-- Try it --
All of the records below need to be written out exactly, but without the pictures.

-- Source information --
----------------

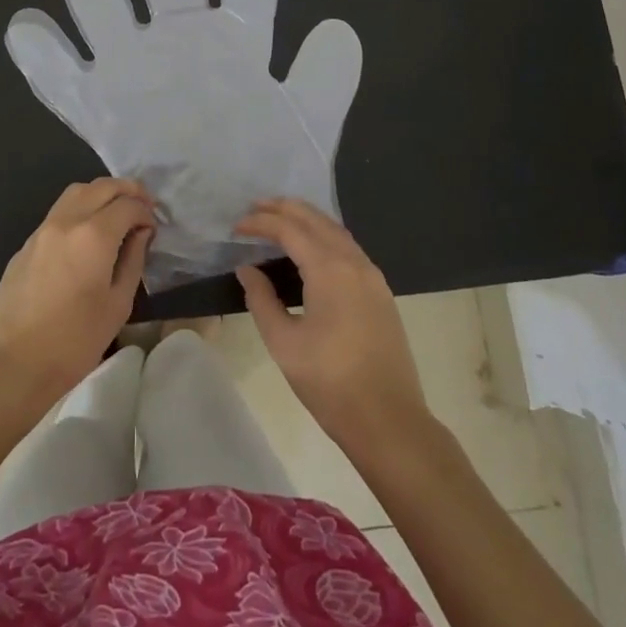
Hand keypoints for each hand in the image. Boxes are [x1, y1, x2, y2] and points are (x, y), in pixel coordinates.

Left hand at [0, 179, 154, 415]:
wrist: (11, 366)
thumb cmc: (73, 342)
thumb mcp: (117, 305)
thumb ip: (133, 260)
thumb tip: (141, 234)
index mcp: (94, 235)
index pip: (128, 205)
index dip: (146, 212)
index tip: (153, 229)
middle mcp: (67, 221)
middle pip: (102, 186)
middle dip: (128, 191)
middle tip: (143, 207)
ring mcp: (42, 231)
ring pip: (76, 192)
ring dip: (101, 194)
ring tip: (116, 214)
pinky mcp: (26, 245)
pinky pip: (58, 212)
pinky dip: (80, 210)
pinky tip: (87, 236)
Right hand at [235, 198, 428, 454]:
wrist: (388, 419)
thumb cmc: (330, 383)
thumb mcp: (284, 343)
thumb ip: (262, 300)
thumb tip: (248, 269)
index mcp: (330, 270)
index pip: (290, 230)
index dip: (261, 223)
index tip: (237, 226)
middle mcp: (354, 262)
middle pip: (316, 220)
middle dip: (285, 209)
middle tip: (256, 207)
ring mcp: (372, 276)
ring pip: (336, 231)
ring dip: (307, 219)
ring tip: (280, 219)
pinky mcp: (380, 291)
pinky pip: (349, 248)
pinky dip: (325, 236)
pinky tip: (311, 248)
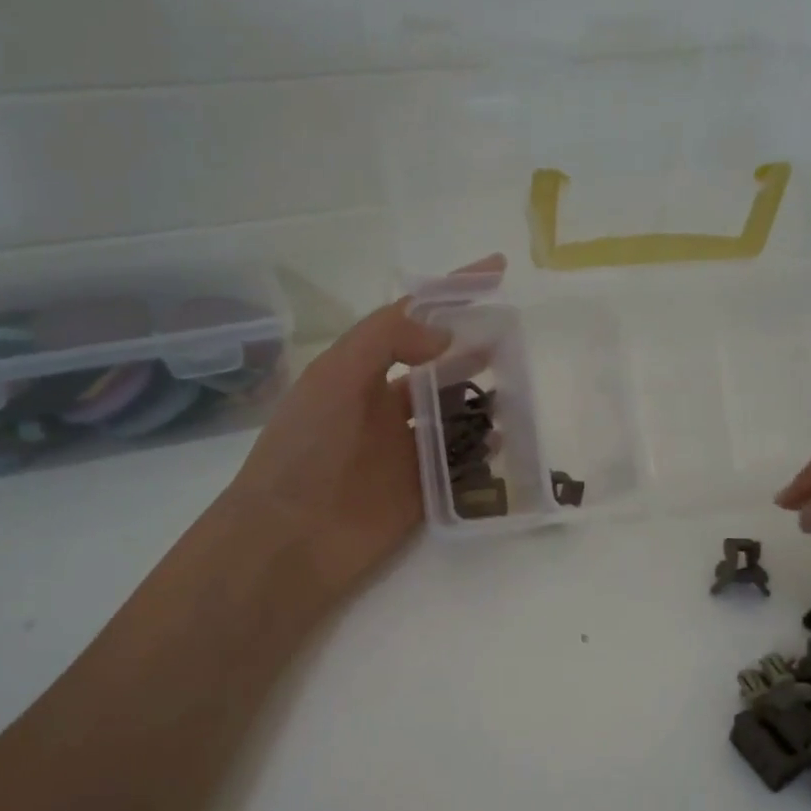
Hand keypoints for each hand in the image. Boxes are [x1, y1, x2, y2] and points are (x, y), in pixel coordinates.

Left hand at [219, 259, 502, 605]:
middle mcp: (385, 408)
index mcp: (360, 374)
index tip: (496, 271)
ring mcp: (405, 452)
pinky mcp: (423, 493)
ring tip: (522, 388)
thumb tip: (447, 337)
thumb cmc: (305, 449)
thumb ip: (386, 341)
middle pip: (441, 369)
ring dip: (486, 400)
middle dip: (476, 349)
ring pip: (455, 416)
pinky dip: (485, 452)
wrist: (288, 538)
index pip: (411, 322)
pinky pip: (461, 465)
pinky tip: (509, 440)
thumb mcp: (334, 377)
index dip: (451, 295)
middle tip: (516, 338)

----------------

-- Task solution --
Hand keypoints for each hand in the image. Boxes are [x1, y1, x2, y2] and points are (x, y), in pixel coordinates.

Left hand at [0, 179, 154, 415]:
wrist: (11, 366)
thumb cmc: (73, 342)
thumb mcp: (117, 305)
thumb ip: (133, 260)
thumb tip: (141, 234)
index mcp: (94, 235)
index pip: (128, 205)
index dip: (146, 212)
index tip: (153, 229)
middle mcp: (67, 221)
middle pip: (102, 186)
middle dip: (128, 191)
middle tip: (143, 207)
ring mcp: (42, 231)
ring pip: (76, 192)
ring dip: (101, 194)
ring tip: (116, 214)
pinky mcp: (26, 245)
pinky pip: (58, 212)
pinky dip: (80, 210)
pinky tip: (87, 236)
Right hand at [235, 198, 428, 454]:
wrist: (388, 419)
thumb cmc: (330, 383)
thumb mcp: (284, 343)
thumb ip: (262, 300)
thumb tip: (248, 269)
index mcp: (330, 270)
index pip: (290, 230)
index dip: (261, 223)
index tip: (237, 226)
middle mcp: (354, 262)
middle pip: (316, 220)
middle dip: (285, 209)
middle tip: (256, 207)
ring mcp: (372, 276)
ring pip: (336, 231)
ring dip: (307, 219)
ring tip: (280, 219)
pinky mcp: (380, 291)
pinky pip: (349, 248)
pinky dip: (325, 236)
pinky tip: (311, 248)
Hand keypoints for each hand in the image. Boxes are [x1, y1, x2, y2] and points are (x, y), in pixel coordinates.

Left hand at [219, 259, 502, 605]:
middle mcp: (385, 408)
index mcp: (360, 374)
index tip: (496, 271)
ring mcp: (405, 452)
pinky mcp: (423, 493)
ring tip: (522, 388)
thumb tip: (447, 337)
thumb cmc: (305, 449)
thumb ip: (386, 341)
middle pip: (441, 369)
ring dip: (486, 400)
middle dip: (476, 349)
ring pip: (455, 416)
pinky dip: (485, 452)
wrist: (288, 538)
index pip: (411, 322)
pinky pip: (461, 465)
pinky tip: (509, 440)
thumb mcp: (334, 377)
index dip: (451, 295)
middle tip: (516, 338)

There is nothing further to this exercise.